Training eines Strukturmodells für Tabellen mit P2PaLA
Transkribus bietet uns gute Werkzeuge an, um das Layout von komplexen Tabellen manuell zu erfassen. Wir möchten aber Bestände mit tausenden von Seiten bearbeiten. Wie können wir die Layoutanalyse auch für komplizierte Tabellenstrukturen automatisieren? Das Tool P2PaLA, welches in die Transkribus-Nutzeroberfläche integriert ist, gibt uns die Möglichkeit, ein spezifisches Strukturmodell für eine Dokumentensammlung zu trainieren.
Unser Anwendungsfall: Stammrollen mit Tabellenlayout
In einem früheren Beitrag haben wir vorgestellt, welche Möglichkeiten Transkribus uns bietet, eine Seite unserer Stammrollen manuell zu segmentieren, um diese für die Texterkennung vorzubereiten. Die Erfahrung zeigte uns: Es funktioniert, aber es kostet auch recht viel Zeit. Transkribus bringt darüber hinaus bereits eine automatische Layoutanalyse mit, die „per Knopfdruck“ ein Ergebnis liefert. In unserem Fall ist die Tabelle jedoch so kompliziert, dass die automatische Analyse kein zufriedenstellendes Ergebnis liefern konnte. Die Stammrollen aus den militärischen Beständen des LABW umfassen insgesamt mehrere Millionen Digitalisate. Da es viel zu aufwändig wäre, tausende von Tabellenseiten händisch zu bearbeiten, möchten wir die Layouterkennung so weit wie möglich automatisieren.
Dazu möchten wir mit dem Tool P2PaLA ein Strukturmodell für das Layout unserer Stammrollen trainieren. Wir wollen uns dabei auf die für uns wesentlichen Informationen konzentrieren und insbesondere die laufende Nummer der Einträge, die Namen der Personen sowie ihre Geburtsdaten erkennen.1 Ein Blick auf das Tabellenlayout zeigt, dass wir diese Informationen in den ersten drei Tabellenspalten finden. Dabei entspricht eine Tabellenzeile einem Eintrag für eine Person.

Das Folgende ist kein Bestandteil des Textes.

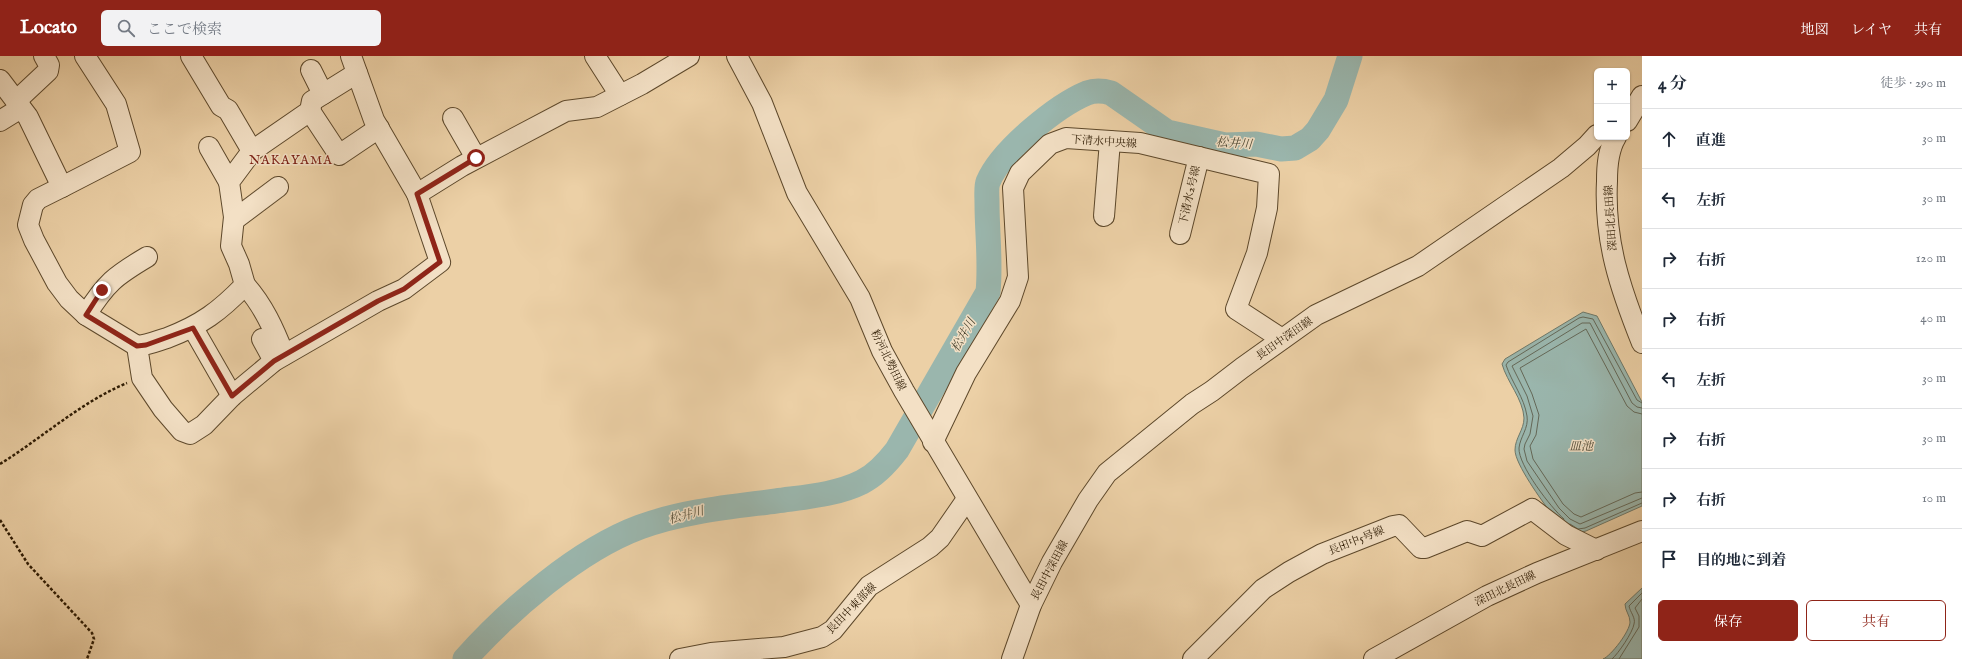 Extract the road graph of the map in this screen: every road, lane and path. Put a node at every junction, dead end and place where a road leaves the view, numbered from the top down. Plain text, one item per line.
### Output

Die folgende Abbildung zeigt die sechs Tabellenzellen, die wir auf einer Doppelseite erkennen möchten:
Zusammenstellen eines Trainingsdatensets
Im ersten Schritt muss für das Strukturmodelltraining ein geeignetes Trainingsdatenset zusammengestellt werden. Die Auswahl der Trainingsdaten sollte sorgfältig getroffen werden, denn die spätere Effizienz des Strukturmodells hängt maßgeblich von der Qualität der Trainingsdaten ab. Die Transkribus-Hilfe empfiehlt 50-100 Trainingsseiten, um ein brauchbares Modell zu erstellen. In unserem Fall umfasst das Trainingsdatenset 147 Seiten aus unterschiedlichen Stammrollen der relevanten Bestände.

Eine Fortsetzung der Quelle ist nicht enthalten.